In the matter of clothing and diet the tastes of Alpine travellers naturally vary; but perhaps twenty years' experience of the advantages of a Scotch plaid by one who has made it an invariable companion, may entitle him to recommend it. 

Whether for protection in case of an unexpected bivouac, for sleeping in suspicious quarters, or on hay of doubtful dryness, for shelter against the keen wind, while perched on a peak or the ridge of a high pass, or against rain and snow, this most portable of garments is equally serviceable. 

For excursions where some days must be spent in chalets, and no supplies but milk and cheese can be counted on, rice is the most portable and convenient provision. One pound is more than enough for a man's daily diet when well cooked with milk, and with this he is independent of all other supplies. 

To some persons, tea will supply the only luxury that need be desired in addition. A few raisins are a very grateful bonne bouche during a long and steep ascent; but the best preservative against thirst is to keep in the mouth a quartz pebble, an article which the bounty of nature supplies abundantly in most parts of the Alps. 

Reference 

From J Ball, “Suggestions for Alpine travellers”, Chapter XVIII, Peaks, Passes, and Glaciers: A series of excursions by members of the Alpine Club, London, 1859.


Thursday, December 3, 2020

"Mode of Travelling in the High Alps" (6)

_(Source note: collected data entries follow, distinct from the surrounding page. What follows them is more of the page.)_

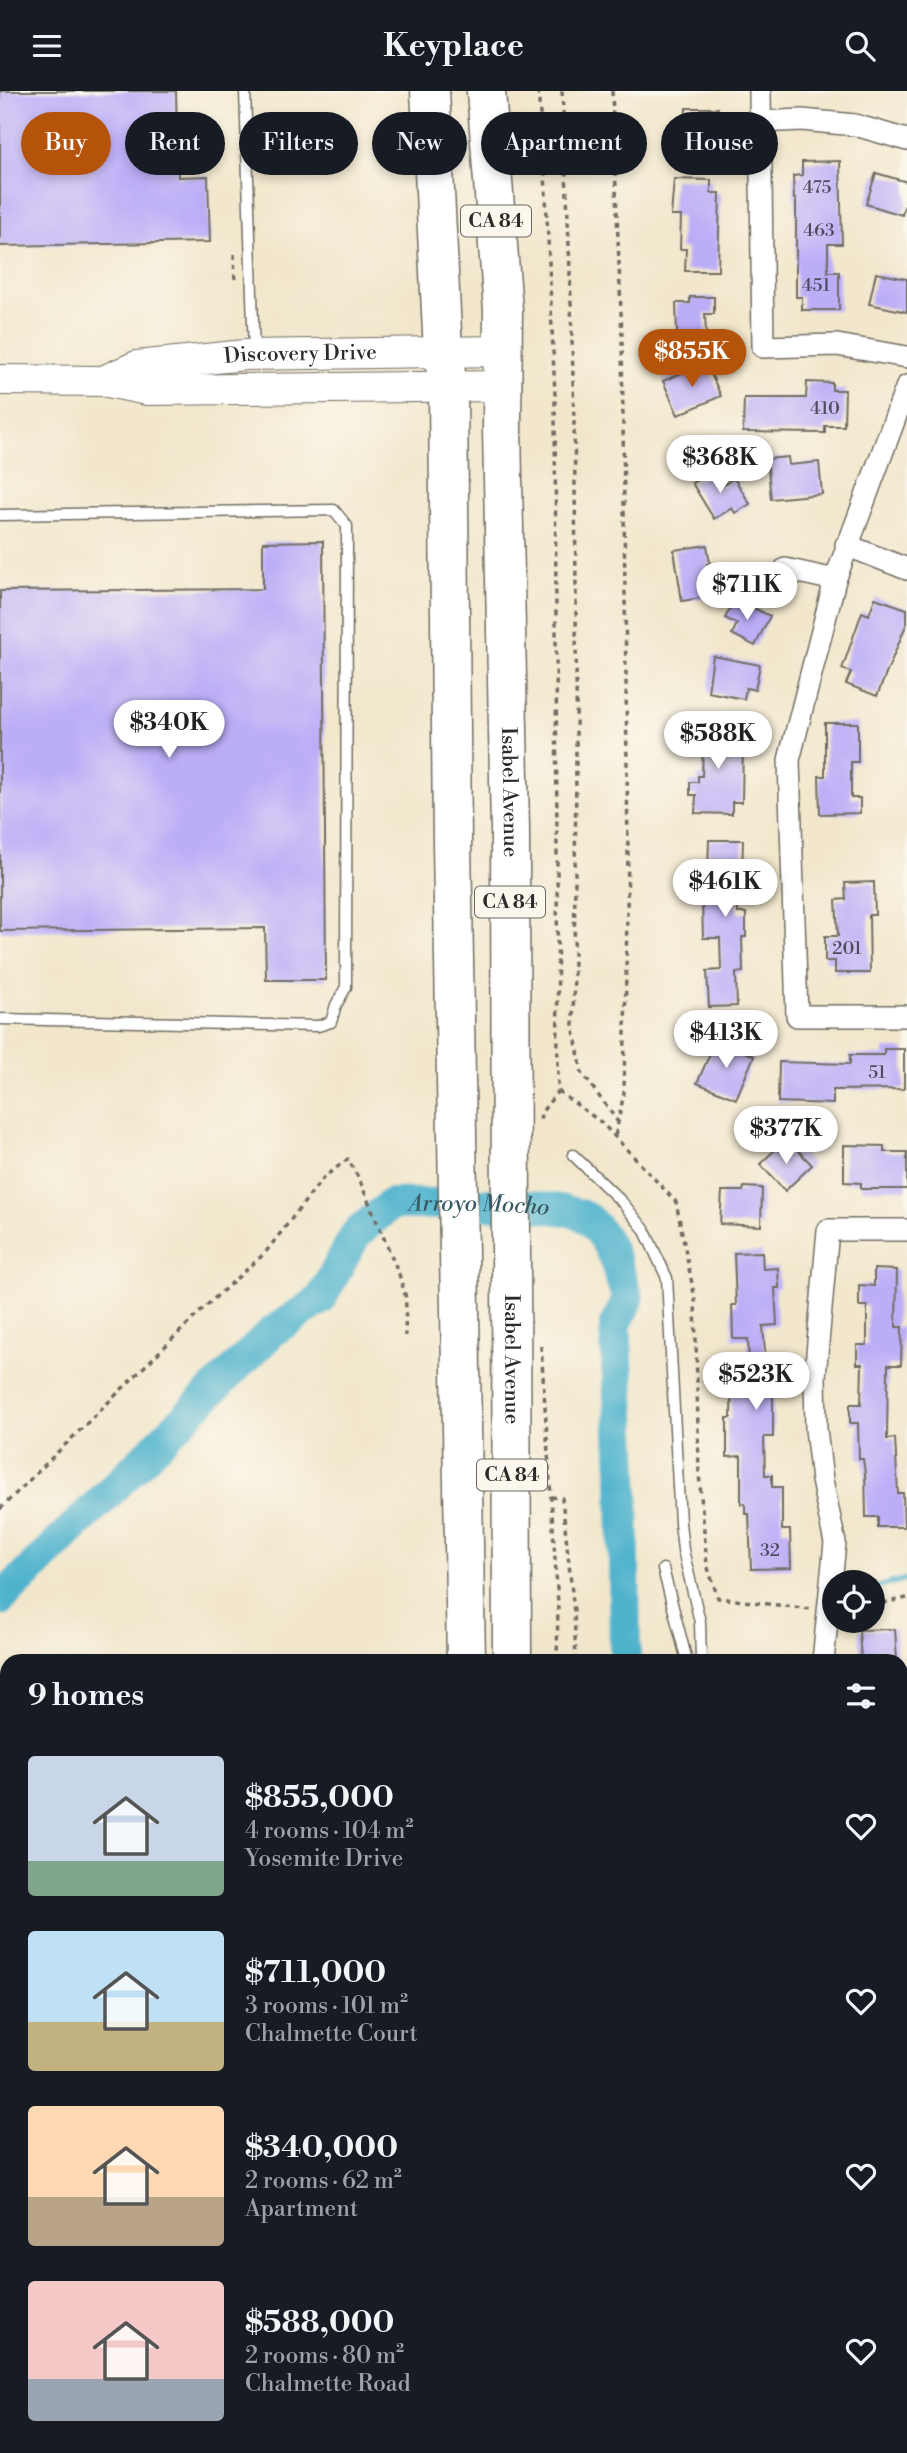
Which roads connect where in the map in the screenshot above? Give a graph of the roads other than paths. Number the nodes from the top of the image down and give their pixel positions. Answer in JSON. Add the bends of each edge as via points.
{"nodes":[{"id":1,"x":245,"y":91,"type":"edge"},
{"id":2,"x":430,"y":91,"type":"edge"},
{"id":3,"x":486,"y":91,"type":"edge"},
{"id":4,"x":760,"y":91,"type":"edge"},
{"id":5,"x":759,"y":112,"type":"edge"},
{"id":6,"x":778,"y":121,"type":"edge"},
{"id":7,"x":907,"y":140,"type":"edge"},
{"id":8,"x":759,"y":175,"type":"edge"},
{"id":9,"x":254,"y":355,"type":"junction"},
{"id":10,"x":907,"y":357,"type":"edge"},
{"id":11,"x":502,"y":369,"type":"junction"},
{"id":12,"x":445,"y":370,"type":"junction"},
{"id":13,"x":0,"y":380,"type":"edge"},
{"id":14,"x":103,"y":381,"type":"junction"},
{"id":15,"x":907,"y":386,"type":"edge"},
{"id":16,"x":0,"y":515,"type":"edge"},
{"id":17,"x":846,"y":545,"type":"junction"},
{"id":18,"x":785,"y":569,"type":"dead end"},
{"id":19,"x":907,"y":569,"type":"edge"},
{"id":20,"x":835,"y":580,"type":"junction"},
{"id":21,"x":907,"y":1016,"type":"edge"},
{"id":22,"x":0,"y":1019,"type":"edge"},
{"id":23,"x":573,"y":1156,"type":"dead end"},
{"id":24,"x":907,"y":1230,"type":"edge"},
{"id":25,"x":663,"y":1569,"type":"dead end"},
{"id":26,"x":466,"y":1654,"type":"edge"},
{"id":27,"x":512,"y":1654,"type":"edge"},
{"id":28,"x":685,"y":1654,"type":"edge"},
{"id":29,"x":701,"y":1654,"type":"edge"},
{"id":30,"x":824,"y":1654,"type":"edge"}],
"edges":[{"from":1,"to":9,"type":"lane"},
{"from":2,"to":12,"type":"highway","number":"CA 84"},
{"from":3,"to":11,"type":"highway","name":"Isabel Avenue","number":"CA 84","via":[[503,310]]},
{"from":4,"to":5,"type":"street"},
{"from":6,"to":7,"type":"street","via":[[855,125]]},
{"from":8,"to":10,"type":"street","via":[[763,347],[837,345]]},
{"from":9,"to":12,"type":"street","name":"Discovery Drive"},
{"from":9,"to":14,"type":"street","name":"Discovery Drive","via":[[137,366]]},
{"from":11,"to":12,"type":"street","name":"Discovery Drive"},
{"from":11,"to":27,"type":"highway","name":"Isabel Avenue","number":"CA 84","via":[[510,830]]},
{"from":12,"to":14,"type":"street","name":"Discovery Drive","via":[[146,390]]},
{"from":12,"to":26,"type":"highway"},
{"from":13,"to":14,"type":"street","name":"Discovery Drive"},
{"from":15,"to":17,"type":"street"},
{"from":16,"to":22,"type":"lane","via":[[334,510],[347,526],[347,582],[346,987],[331,1022],[318,1026]]},
{"from":17,"to":19,"type":"street"},
{"from":17,"to":20,"type":"street"},
{"from":18,"to":20,"type":"street"},
{"from":20,"to":21,"type":"street","via":[[789,760],[797,1016]]},
{"from":23,"to":29,"type":"lane","via":[[644,1229],[667,1277],[680,1523]]},
{"from":24,"to":30,"type":"street","via":[[828,1230],[816,1375],[816,1429],[835,1543]]},
{"from":25,"to":28,"type":"lane"}]}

From C T Dent's Mountaineering in the Badminton Library Series

Alpine advice from a founder of modern mountaineering

Besides the ordinary risks of Alpine adventure, which, by reasonable caution, may be brought within as narrow limits as those of other active pursuits, there are the special risks that are sometimes encountered during the continuance, or immediately on the cessation, of bad weather. These are sometimes serious, and should not be made light of by those who care either for their own safety, or that of their companions. 

Bearings carefully taken with the compass, and attention to land-marks, will generally enable a party to retrace their steps, even when these have been effaced by falling snow, and in case of decided bad weather, there is no other rational alternative. 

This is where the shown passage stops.